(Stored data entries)
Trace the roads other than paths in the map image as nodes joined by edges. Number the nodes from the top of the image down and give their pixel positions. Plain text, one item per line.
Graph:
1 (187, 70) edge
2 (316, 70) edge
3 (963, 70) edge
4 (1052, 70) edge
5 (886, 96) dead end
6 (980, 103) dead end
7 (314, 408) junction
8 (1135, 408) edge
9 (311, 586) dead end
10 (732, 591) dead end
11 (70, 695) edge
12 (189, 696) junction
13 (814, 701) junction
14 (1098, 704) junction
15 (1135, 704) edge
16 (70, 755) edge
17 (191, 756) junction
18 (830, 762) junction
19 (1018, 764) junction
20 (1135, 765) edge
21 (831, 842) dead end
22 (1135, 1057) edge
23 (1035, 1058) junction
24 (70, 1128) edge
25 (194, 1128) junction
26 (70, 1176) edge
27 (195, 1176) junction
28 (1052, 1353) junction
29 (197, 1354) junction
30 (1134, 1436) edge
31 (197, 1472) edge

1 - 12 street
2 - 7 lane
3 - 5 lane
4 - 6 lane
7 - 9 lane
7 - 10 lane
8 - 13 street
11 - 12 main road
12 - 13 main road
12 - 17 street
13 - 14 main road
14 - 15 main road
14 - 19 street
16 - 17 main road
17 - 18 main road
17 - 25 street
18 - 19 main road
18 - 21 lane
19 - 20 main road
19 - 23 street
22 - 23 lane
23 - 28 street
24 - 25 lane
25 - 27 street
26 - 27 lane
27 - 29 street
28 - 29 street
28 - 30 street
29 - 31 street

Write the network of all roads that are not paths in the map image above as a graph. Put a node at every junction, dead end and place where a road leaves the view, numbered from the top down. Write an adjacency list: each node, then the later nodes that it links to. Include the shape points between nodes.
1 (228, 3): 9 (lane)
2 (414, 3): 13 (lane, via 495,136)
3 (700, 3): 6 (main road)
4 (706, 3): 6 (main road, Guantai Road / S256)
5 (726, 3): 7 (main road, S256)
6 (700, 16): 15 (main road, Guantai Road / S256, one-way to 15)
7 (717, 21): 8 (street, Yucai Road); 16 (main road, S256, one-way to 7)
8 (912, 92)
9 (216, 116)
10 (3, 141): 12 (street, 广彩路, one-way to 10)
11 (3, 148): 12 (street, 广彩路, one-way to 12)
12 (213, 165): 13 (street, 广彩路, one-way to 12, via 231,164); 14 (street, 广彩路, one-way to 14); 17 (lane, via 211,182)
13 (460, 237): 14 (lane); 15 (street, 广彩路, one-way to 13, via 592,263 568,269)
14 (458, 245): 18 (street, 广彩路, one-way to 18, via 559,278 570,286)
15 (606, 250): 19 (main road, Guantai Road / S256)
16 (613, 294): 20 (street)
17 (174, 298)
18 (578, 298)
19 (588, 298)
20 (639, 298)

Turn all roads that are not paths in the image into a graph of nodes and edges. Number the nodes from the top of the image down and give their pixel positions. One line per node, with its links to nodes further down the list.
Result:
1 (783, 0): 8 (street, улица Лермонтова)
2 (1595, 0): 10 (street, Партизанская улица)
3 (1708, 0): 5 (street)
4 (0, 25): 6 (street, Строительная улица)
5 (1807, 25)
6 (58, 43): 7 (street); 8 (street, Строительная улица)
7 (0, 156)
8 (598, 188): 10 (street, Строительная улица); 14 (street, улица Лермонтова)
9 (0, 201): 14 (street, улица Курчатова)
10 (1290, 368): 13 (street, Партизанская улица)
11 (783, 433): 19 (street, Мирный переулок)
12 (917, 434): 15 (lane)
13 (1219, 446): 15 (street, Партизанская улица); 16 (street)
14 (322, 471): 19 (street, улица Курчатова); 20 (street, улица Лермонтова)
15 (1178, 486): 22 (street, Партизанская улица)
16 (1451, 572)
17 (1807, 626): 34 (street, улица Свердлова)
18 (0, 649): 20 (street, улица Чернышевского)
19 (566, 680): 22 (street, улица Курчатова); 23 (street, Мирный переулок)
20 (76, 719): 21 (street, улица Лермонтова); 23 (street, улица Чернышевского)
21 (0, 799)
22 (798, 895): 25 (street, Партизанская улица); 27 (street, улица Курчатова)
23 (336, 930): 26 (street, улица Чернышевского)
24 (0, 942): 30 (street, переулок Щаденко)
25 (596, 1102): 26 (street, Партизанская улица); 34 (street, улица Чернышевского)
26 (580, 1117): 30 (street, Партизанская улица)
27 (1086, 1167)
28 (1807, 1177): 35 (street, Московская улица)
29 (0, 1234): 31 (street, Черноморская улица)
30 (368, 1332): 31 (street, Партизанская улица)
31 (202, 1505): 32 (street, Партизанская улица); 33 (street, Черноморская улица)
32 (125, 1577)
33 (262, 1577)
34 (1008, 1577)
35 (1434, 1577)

Task objective — Each line of the data above is to be set down exactly.

Written solution —
Trace the roads other than paths in the map image as nodes joined by edges. Number the nodes from the top of the image down and give their pixel positions. Plain text, one item per line.
Graph:
1 (187, 70) edge
2 (316, 70) edge
3 (963, 70) edge
4 (1052, 70) edge
5 (886, 96) dead end
6 (980, 103) dead end
7 (314, 408) junction
8 (1135, 408) edge
9 (311, 586) dead end
10 (732, 591) dead end
11 (70, 695) edge
12 (189, 696) junction
13 (814, 701) junction
14 (1098, 704) junction
15 (1135, 704) edge
16 (70, 755) edge
17 (191, 756) junction
18 (830, 762) junction
19 (1018, 764) junction
20 (1135, 765) edge
21 (831, 842) dead end
22 (1135, 1057) edge
23 (1035, 1058) junction
24 (70, 1128) edge
25 (194, 1128) junction
26 (70, 1176) edge
27 (195, 1176) junction
28 (1052, 1353) junction
29 (197, 1354) junction
30 (1134, 1436) edge
31 (197, 1472) edge

1 - 12 street
2 - 7 lane
3 - 5 lane
4 - 6 lane
7 - 9 lane
7 - 10 lane
8 - 13 street
11 - 12 main road
12 - 13 main road
12 - 17 street
13 - 14 main road
14 - 15 main road
14 - 19 street
16 - 17 main road
17 - 18 main road
17 - 25 street
18 - 19 main road
18 - 21 lane
19 - 20 main road
19 - 23 street
22 - 23 lane
23 - 28 street
24 - 25 lane
25 - 27 street
26 - 27 lane
27 - 29 street
28 - 29 street
28 - 30 street
29 - 31 street

Write the network of all roads that are not paths in the map image above as a graph. Put a node at every junction, dead end and place where a road leaves the view, numbered from the top down. Write an adjacency list: each node, then the later nodes that it links to. Include the shape points between nodes.
1 (228, 3): 9 (lane)
2 (414, 3): 13 (lane, via 495,136)
3 (700, 3): 6 (main road)
4 (706, 3): 6 (main road, Guantai Road / S256)
5 (726, 3): 7 (main road, S256)
6 (700, 16): 15 (main road, Guantai Road / S256, one-way to 15)
7 (717, 21): 8 (street, Yucai Road); 16 (main road, S256, one-way to 7)
8 (912, 92)
9 (216, 116)
10 (3, 141): 12 (street, 广彩路, one-way to 10)
11 (3, 148): 12 (street, 广彩路, one-way to 12)
12 (213, 165): 13 (street, 广彩路, one-way to 12, via 231,164); 14 (street, 广彩路, one-way to 14); 17 (lane, via 211,182)
13 (460, 237): 14 (lane); 15 (street, 广彩路, one-way to 13, via 592,263 568,269)
14 (458, 245): 18 (street, 广彩路, one-way to 18, via 559,278 570,286)
15 (606, 250): 19 (main road, Guantai Road / S256)
16 (613, 294): 20 (street)
17 (174, 298)
18 (578, 298)
19 (588, 298)
20 (639, 298)

Turn all roads that are not paths in the image into a graph of nodes and edges. Number the nodes from the top of the image down and give their pixel positions. One line per node, with its links to nodes further down the list.
Result:
1 (783, 0): 8 (street, улица Лермонтова)
2 (1595, 0): 10 (street, Партизанская улица)
3 (1708, 0): 5 (street)
4 (0, 25): 6 (street, Строительная улица)
5 (1807, 25)
6 (58, 43): 7 (street); 8 (street, Строительная улица)
7 (0, 156)
8 (598, 188): 10 (street, Строительная улица); 14 (street, улица Лермонтова)
9 (0, 201): 14 (street, улица Курчатова)
10 (1290, 368): 13 (street, Партизанская улица)
11 (783, 433): 19 (street, Мирный переулок)
12 (917, 434): 15 (lane)
13 (1219, 446): 15 (street, Партизанская улица); 16 (street)
14 (322, 471): 19 (street, улица Курчатова); 20 (street, улица Лермонтова)
15 (1178, 486): 22 (street, Партизанская улица)
16 (1451, 572)
17 (1807, 626): 34 (street, улица Свердлова)
18 (0, 649): 20 (street, улица Чернышевского)
19 (566, 680): 22 (street, улица Курчатова); 23 (street, Мирный переулок)
20 (76, 719): 21 (street, улица Лермонтова); 23 (street, улица Чернышевского)
21 (0, 799)
22 (798, 895): 25 (street, Партизанская улица); 27 (street, улица Курчатова)
23 (336, 930): 26 (street, улица Чернышевского)
24 (0, 942): 30 (street, переулок Щаденко)
25 (596, 1102): 26 (street, Партизанская улица); 34 (street, улица Чернышевского)
26 (580, 1117): 30 (street, Партизанская улица)
27 (1086, 1167)
28 (1807, 1177): 35 (street, Московская улица)
29 (0, 1234): 31 (street, Черноморская улица)
30 (368, 1332): 31 (street, Партизанская улица)
31 (202, 1505): 32 (street, Партизанская улица); 33 (street, Черноморская улица)
32 (125, 1577)
33 (262, 1577)
34 (1008, 1577)
35 (1434, 1577)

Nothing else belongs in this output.